I will work humiliating jobs to afford the car, just to get to my other humiliating job. i will fuel my car with uneccessary feelings. i will speed through expensive miles away from my natural habitat and closer to my own nervous system. the car is gonna be an investment in my past .

I will mistakenly pull into a parking lot to quickly while misjudging the distance of the oncoming car. these mistakes usually occur when those operating such powerful vehicles are intoxicated with worry and stress. as i am committing this supposed crime against humanity, the operator of the oncoming car will make an obscene gesture and violently request that i involve myself in an altercation with him.

I will then notice that he has a female passenger with him. i will then have the realization that the male always acts more barbaric in the presence of a female. it must be instinctually woven into the bizare mating rituals of our ignorant and careless species.

 

I will be operating my car. a car unsafe for human consumption.
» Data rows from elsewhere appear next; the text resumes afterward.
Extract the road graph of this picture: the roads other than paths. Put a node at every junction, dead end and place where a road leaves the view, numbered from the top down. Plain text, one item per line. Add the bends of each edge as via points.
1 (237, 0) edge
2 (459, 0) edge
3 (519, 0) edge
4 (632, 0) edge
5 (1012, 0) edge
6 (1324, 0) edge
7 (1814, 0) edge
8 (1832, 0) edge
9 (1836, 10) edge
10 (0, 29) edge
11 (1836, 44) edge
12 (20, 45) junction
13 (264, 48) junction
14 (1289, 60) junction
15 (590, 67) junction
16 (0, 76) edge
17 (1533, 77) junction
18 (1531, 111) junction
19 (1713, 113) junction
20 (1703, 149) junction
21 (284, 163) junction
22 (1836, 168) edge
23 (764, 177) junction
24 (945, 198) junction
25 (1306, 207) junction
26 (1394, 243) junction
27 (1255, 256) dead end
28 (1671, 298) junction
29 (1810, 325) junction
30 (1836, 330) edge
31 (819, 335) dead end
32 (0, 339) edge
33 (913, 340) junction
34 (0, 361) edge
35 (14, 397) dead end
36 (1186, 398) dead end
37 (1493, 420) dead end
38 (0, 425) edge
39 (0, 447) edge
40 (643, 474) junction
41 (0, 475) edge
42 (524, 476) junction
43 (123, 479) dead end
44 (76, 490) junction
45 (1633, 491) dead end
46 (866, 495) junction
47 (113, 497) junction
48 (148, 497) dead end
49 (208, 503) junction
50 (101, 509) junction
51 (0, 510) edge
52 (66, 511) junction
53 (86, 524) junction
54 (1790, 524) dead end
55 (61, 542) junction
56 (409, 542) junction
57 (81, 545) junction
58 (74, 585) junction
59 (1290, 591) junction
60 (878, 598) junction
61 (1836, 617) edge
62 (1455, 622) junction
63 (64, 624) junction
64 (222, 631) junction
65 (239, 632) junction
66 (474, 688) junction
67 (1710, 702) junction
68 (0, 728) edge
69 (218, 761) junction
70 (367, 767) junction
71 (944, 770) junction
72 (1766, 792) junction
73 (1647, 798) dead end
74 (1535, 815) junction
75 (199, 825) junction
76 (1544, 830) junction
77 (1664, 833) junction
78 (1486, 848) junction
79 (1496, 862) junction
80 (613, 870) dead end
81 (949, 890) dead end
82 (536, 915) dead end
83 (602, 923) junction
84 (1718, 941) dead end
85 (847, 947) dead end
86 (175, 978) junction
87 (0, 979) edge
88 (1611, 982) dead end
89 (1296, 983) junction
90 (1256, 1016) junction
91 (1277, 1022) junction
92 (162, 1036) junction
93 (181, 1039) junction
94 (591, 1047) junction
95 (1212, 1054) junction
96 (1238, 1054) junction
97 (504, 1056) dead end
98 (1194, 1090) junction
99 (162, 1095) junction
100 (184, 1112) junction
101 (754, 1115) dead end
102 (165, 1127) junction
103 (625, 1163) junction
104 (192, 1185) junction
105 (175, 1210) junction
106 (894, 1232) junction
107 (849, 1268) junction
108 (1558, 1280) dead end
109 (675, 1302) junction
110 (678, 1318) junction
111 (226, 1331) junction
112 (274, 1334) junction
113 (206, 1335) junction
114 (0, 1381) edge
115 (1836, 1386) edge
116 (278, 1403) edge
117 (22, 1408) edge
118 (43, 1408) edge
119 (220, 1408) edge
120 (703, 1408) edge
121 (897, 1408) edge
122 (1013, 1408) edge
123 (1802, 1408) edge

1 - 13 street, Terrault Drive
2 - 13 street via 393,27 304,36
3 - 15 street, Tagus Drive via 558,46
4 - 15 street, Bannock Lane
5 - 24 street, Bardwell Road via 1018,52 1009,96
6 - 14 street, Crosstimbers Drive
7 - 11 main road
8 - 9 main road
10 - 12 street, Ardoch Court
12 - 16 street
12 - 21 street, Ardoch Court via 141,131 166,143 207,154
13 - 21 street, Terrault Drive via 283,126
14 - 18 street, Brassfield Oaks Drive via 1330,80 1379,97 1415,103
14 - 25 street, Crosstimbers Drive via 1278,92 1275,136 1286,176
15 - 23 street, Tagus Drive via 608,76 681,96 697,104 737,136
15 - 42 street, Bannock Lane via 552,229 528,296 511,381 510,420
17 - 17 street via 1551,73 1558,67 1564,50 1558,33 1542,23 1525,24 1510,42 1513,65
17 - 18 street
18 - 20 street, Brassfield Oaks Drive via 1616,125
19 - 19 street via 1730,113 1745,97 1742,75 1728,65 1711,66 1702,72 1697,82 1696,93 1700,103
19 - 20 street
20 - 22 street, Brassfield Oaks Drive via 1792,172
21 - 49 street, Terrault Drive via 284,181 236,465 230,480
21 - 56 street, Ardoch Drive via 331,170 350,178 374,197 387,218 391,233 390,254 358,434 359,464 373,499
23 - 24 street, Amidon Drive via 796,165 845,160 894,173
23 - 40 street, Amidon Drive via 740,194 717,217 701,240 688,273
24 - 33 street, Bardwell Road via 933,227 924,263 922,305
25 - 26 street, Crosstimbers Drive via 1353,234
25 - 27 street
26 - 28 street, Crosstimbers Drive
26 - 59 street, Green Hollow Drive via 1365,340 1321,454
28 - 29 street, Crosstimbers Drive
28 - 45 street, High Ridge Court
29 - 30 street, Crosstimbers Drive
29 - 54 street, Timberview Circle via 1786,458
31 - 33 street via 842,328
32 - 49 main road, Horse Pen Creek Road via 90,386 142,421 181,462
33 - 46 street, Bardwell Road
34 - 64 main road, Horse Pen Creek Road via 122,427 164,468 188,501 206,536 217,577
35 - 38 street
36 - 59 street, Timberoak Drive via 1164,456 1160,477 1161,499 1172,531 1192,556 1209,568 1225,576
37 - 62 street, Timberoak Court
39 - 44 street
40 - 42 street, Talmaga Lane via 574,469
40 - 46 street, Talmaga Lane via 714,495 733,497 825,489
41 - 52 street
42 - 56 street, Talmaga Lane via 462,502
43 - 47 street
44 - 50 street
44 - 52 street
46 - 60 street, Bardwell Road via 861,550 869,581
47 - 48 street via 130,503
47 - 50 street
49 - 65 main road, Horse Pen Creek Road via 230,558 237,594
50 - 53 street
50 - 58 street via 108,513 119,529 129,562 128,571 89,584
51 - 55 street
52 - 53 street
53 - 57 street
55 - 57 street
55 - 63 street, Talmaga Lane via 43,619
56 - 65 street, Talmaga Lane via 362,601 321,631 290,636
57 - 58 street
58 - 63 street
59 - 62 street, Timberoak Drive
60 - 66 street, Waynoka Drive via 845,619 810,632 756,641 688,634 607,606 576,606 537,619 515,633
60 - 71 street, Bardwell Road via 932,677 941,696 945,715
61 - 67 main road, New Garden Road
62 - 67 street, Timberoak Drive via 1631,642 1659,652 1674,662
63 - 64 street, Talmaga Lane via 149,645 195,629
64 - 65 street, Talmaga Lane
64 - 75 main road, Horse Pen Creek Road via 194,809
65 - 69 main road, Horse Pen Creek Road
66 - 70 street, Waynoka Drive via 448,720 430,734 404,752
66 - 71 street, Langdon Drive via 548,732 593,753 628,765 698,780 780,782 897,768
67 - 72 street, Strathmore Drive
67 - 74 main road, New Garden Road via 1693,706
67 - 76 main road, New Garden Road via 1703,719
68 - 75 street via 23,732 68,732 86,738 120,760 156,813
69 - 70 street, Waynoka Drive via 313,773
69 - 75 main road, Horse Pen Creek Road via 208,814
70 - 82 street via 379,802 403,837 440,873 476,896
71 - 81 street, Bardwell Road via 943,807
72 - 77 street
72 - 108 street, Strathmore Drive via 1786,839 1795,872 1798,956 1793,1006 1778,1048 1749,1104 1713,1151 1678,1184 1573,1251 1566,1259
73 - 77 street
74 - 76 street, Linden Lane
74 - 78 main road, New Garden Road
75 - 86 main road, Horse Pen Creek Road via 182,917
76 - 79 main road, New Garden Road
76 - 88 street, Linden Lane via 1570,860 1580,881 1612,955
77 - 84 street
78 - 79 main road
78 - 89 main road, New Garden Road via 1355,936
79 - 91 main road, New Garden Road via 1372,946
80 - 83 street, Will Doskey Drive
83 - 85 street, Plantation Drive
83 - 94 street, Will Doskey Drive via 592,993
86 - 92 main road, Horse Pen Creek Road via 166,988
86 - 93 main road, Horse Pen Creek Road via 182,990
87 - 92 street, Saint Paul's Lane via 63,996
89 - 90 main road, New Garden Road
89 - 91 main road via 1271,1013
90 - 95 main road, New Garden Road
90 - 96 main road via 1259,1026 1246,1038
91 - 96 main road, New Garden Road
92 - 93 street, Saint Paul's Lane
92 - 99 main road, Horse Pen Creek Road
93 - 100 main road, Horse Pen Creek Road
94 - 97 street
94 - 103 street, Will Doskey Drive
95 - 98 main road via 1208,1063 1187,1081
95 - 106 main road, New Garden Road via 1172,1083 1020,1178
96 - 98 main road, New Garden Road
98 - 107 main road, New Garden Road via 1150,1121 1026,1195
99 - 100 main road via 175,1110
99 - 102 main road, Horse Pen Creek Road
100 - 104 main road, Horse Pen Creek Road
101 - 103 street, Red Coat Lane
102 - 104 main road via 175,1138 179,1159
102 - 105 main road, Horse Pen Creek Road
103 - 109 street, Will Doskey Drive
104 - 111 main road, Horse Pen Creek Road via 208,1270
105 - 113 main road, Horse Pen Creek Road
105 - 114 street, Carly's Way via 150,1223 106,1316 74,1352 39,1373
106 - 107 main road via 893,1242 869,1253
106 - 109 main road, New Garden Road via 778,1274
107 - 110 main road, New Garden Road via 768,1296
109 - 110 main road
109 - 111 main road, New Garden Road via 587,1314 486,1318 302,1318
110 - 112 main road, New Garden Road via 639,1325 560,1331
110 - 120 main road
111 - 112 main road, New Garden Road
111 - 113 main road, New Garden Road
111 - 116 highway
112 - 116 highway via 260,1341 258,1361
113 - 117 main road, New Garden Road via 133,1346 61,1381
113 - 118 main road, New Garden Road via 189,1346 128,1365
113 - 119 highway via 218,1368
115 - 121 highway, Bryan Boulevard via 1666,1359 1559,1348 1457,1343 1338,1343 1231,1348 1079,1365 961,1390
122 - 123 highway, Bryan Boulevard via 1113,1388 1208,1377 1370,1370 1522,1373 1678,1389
It will be an unleaded crucifix running on the blood of the anxious. this car is gonna be another statistic in a new invisible war.

I will be driving on a very common street. i will be contemplating the guilt and horror of the emerging war, trying to imagine the beauty of each causualty, the obscenity of the corpse, and the sadness it will bring to all those ordinary abortions. those who will be living without the right to life. those who will suffer through the forgetfullness of the 1st tri mester. some of the other drivers will be feeling the same anger and powerlessness, others will feel inspired by the war. for them it will serve as temporary vessel, transporting them from their own inadequate slumber to a masculine cell that will function vicariously through the hard-on of imperialism.

Like the rest of the motor vehicle world, i will construct my reality out of this car. it will become an anxiety tentacle that will hang from my ugly human body. it will become an extension of my inferior disguise in the universe, an intimate organism of poverty. all opposition to my car will be viewed as a violation of my freedom. my car will become a substitute for my body.

I will at that moment decide that i would extend a warm greeting to this hormonal maniac rather than throw him my fist. i will then attempt to discuss the similiarities of this male’s plight to my own. i will ask him to realize that we our both victims of technology and that we are residing in an evolutionary nightmare.

I will continue to tell him that we are both raped consumers violated by greed and that we should try to agree that within this oppressive struggle, acceptances must be made for the insignifact mistakes that we all might make.

 

I will then receive a vicious blow to my mouth, pick up my teeth and return to my innocent machine.